WORK ORDER — The answer must be one number: the count of lines in the data below that include "numbered".

Dataset entries
____

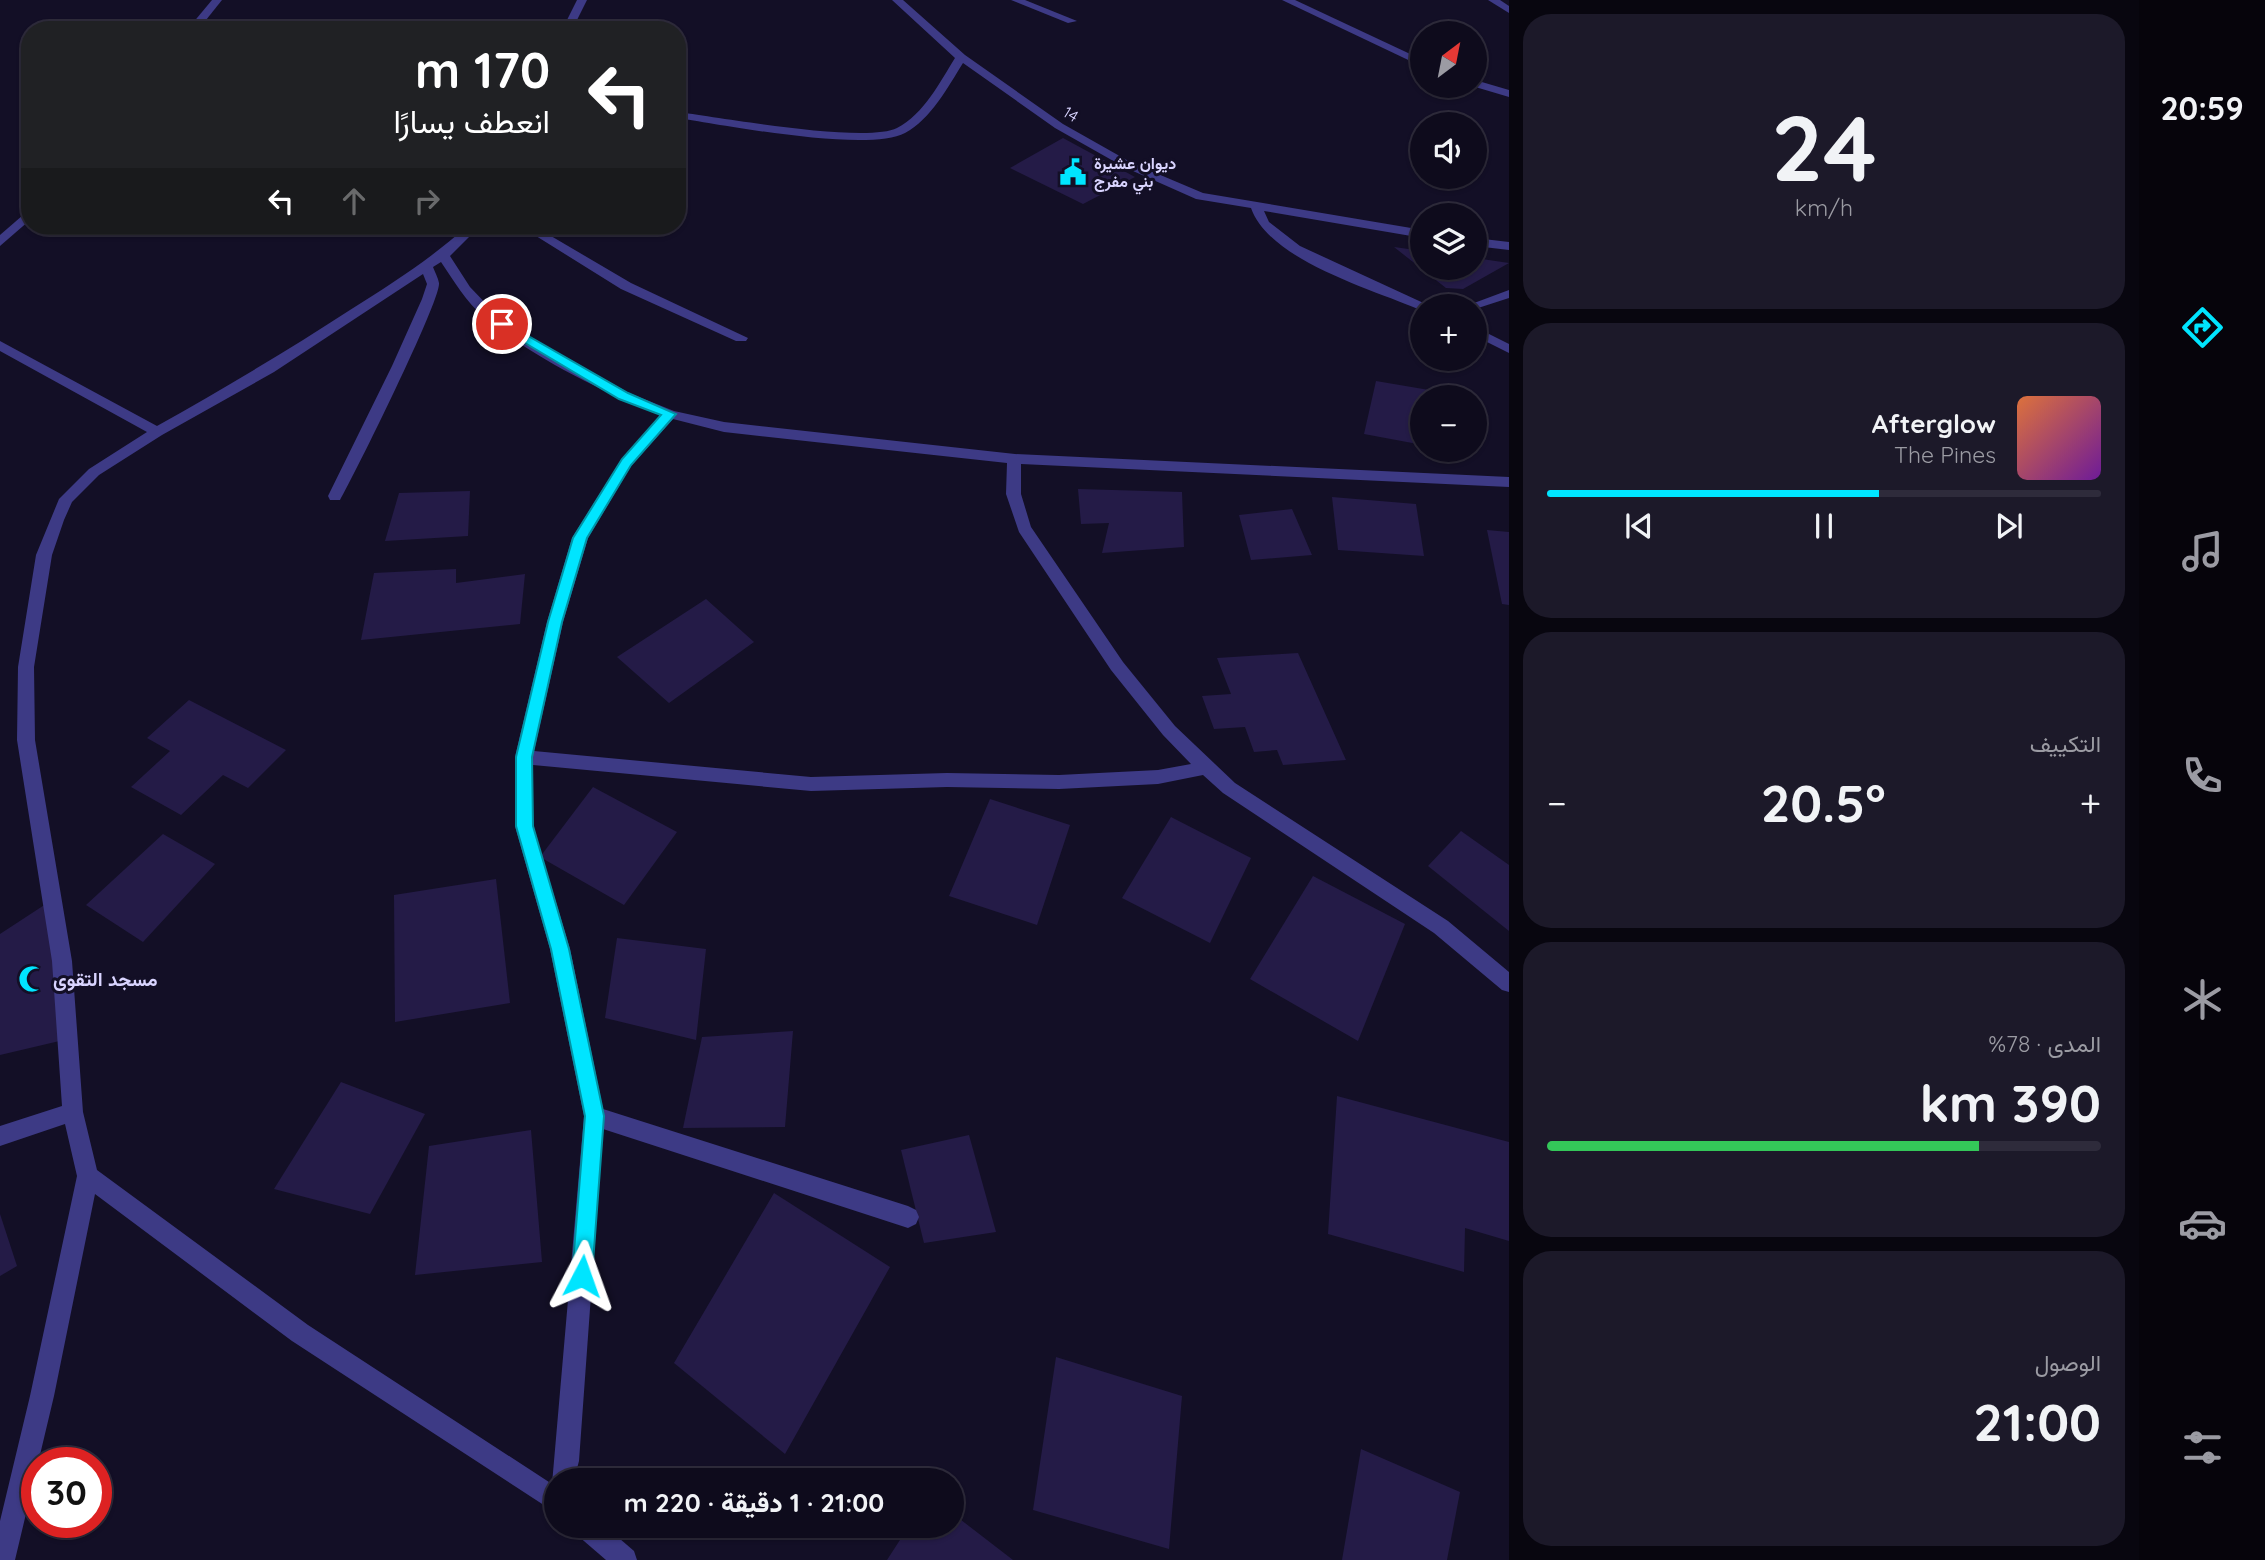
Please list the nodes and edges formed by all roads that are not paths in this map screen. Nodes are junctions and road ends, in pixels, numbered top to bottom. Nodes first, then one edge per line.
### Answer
1 (217, 0) edge
2 (582, 0) edge
3 (897, 0) edge
4 (1016, 0) edge
5 (1287, 0) edge
6 (1493, 0) edge
7 (1509, 10) edge
8 (200, 21) edge
9 (572, 21) edge
10 (1072, 21) dead end
11 (961, 57) junction
12 (1410, 58) edge
13 (1509, 79) edge
14 (1504, 92) edge
15 (686, 115) edge
16 (1256, 206) junction
17 (21, 222) edge
18 (1410, 232) edge
19 (464, 235) edge
20 (541, 235) edge
21 (0, 242) edge
22 (1487, 243) edge
23 (1509, 246) edge
24 (443, 254) junction
25 (426, 266) junction
26 (1509, 294) edge
27 (1410, 300) edge
28 (1487, 301) edge
29 (1487, 337) edge
30 (741, 338) dead end
31 (0, 345) edge
32 (1509, 349) edge
33 (670, 414) junction
34 (157, 432) junction
35 (1015, 458) junction
36 (1509, 482) edge
37 (335, 496) dead end
38 (524, 757) junction
39 (1205, 768) junction
40 (1509, 984) edge
41 (73, 1112) junction
42 (594, 1116) junction
43 (0, 1136) edge
44 (88, 1176) junction
45 (908, 1217) dead end
46 (565, 1468) edge
47 (544, 1493) edge
48 (600, 1538) edge
49 (3, 1560) edge
50 (625, 1560) edge

1 - 8 street
2 - 9 street
3 - 11 street, 14
4 - 10 street
5 - 12 street
6 - 7 street
11 - 15 street
11 - 16 street, 14
13 - 14 street
16 - 18 street, 14
16 - 27 street
17 - 21 street
19 - 24 street
20 - 30 street
22 - 23 street
24 - 25 street
24 - 33 street
25 - 34 street
25 - 37 street
26 - 28 street
29 - 32 street
31 - 34 street
33 - 35 street
33 - 38 street
34 - 41 street
35 - 36 street
35 - 39 street
38 - 39 street
38 - 42 street
39 - 40 street
41 - 43 street
41 - 44 street
42 - 45 street
42 - 46 street
44 - 47 street
44 - 49 street
48 - 50 street

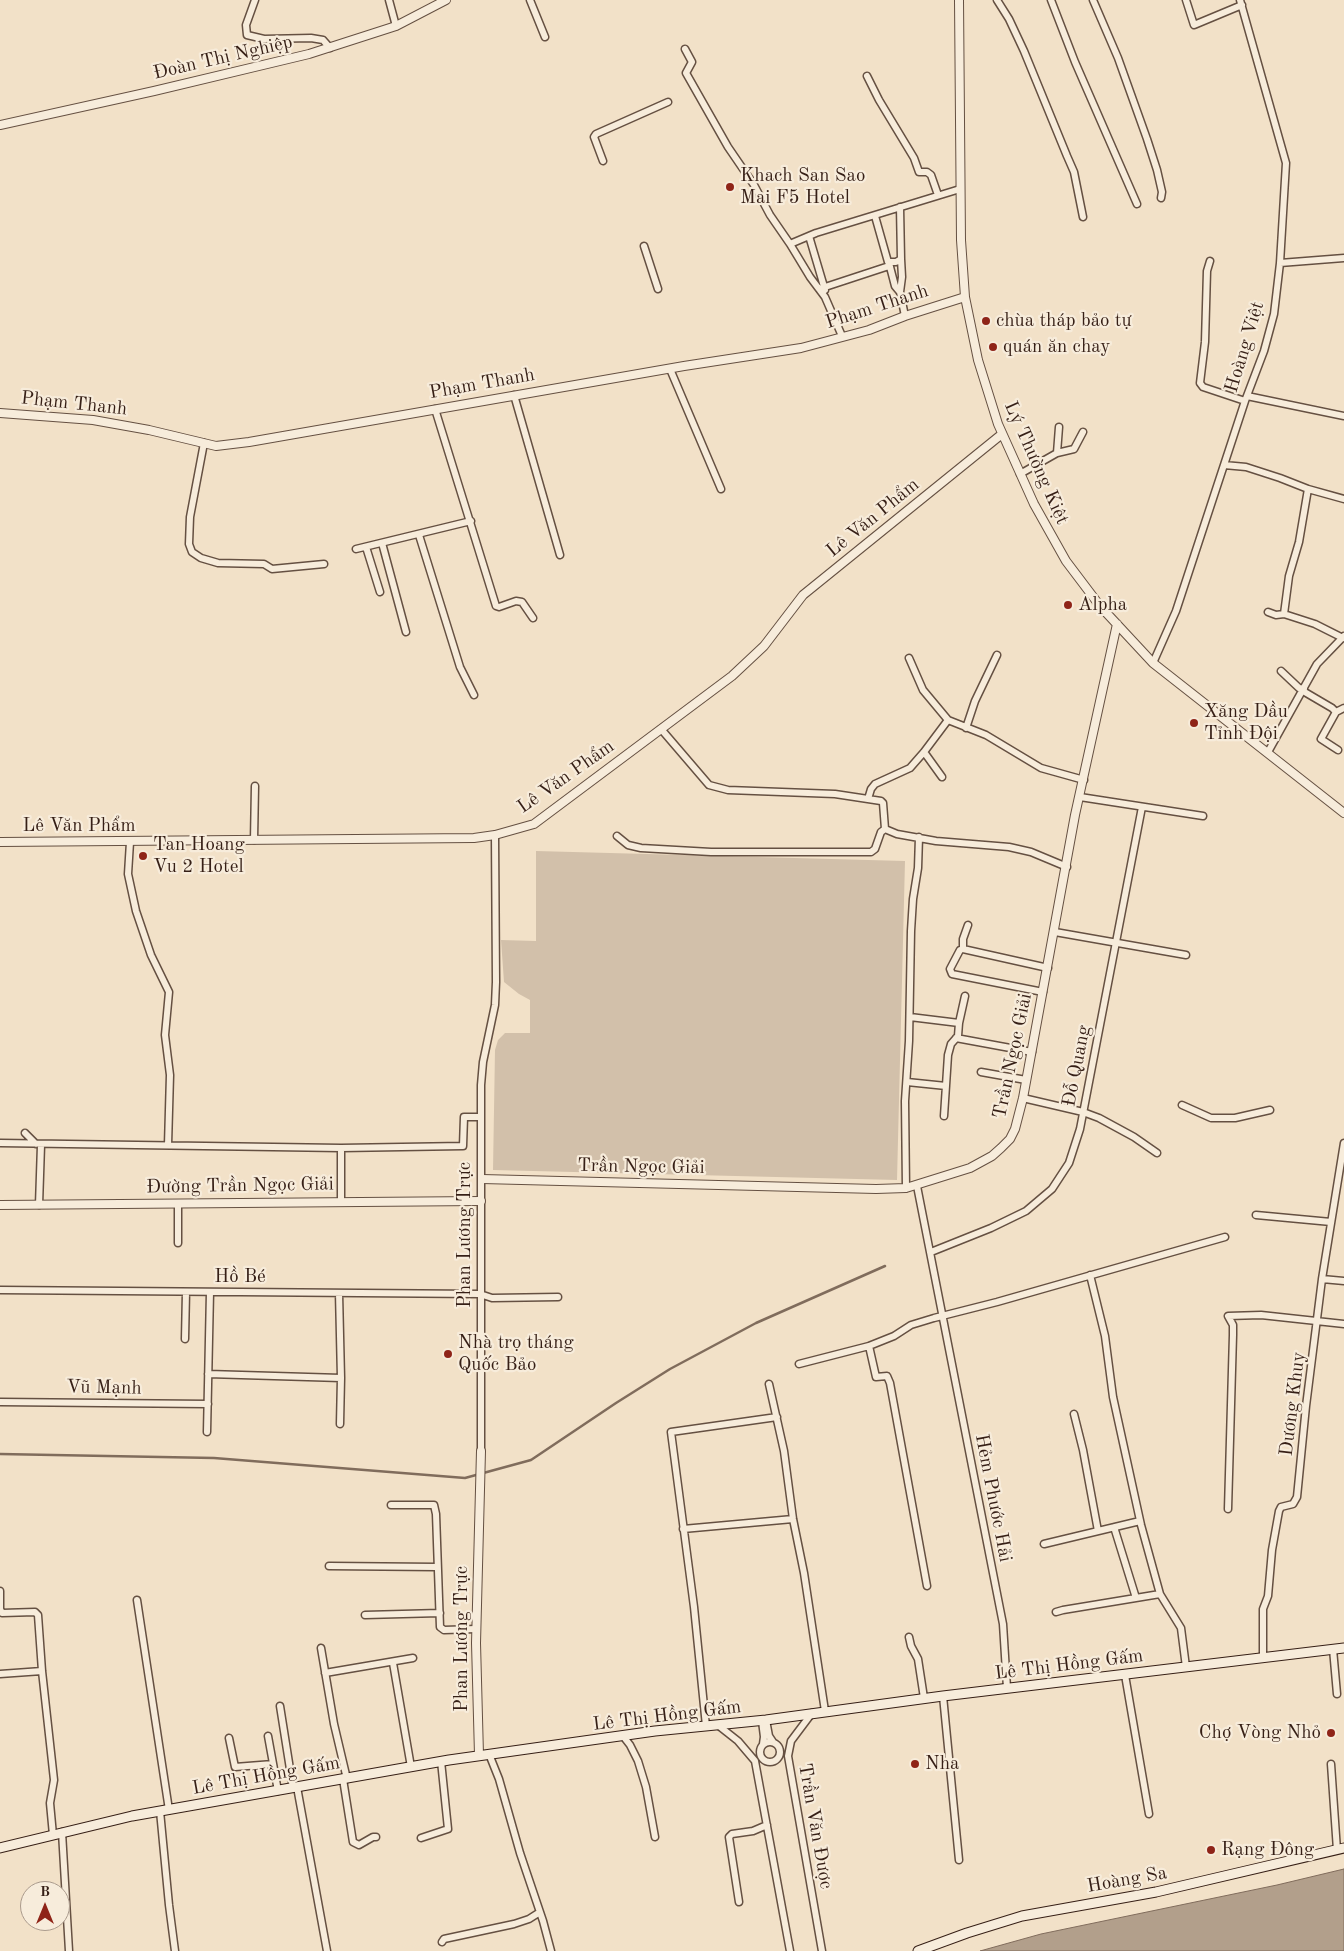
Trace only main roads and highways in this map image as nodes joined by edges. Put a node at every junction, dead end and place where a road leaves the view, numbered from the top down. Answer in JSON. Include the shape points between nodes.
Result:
{"nodes":[{"id":1,"x":1344,"y":1648,"type":"edge"},
{"id":2,"x":0,"y":1848,"type":"edge"},
{"id":3,"x":1341,"y":1849,"type":"edge"},
{"id":4,"x":918,"y":1951,"type":"edge"}],
"edges":[{"from":1,"to":2,"type":"main road","name":"Lê Thị Hồng Gấm","via":[[924,1698],[764,1721],[655,1731],[490,1754],[164,1811]]},
{"from":3,"to":4,"type":"main road","name":"Hoàng Sa","via":[[1156,1892],[1022,1916]]}]}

____

ANSWER SECTION — 2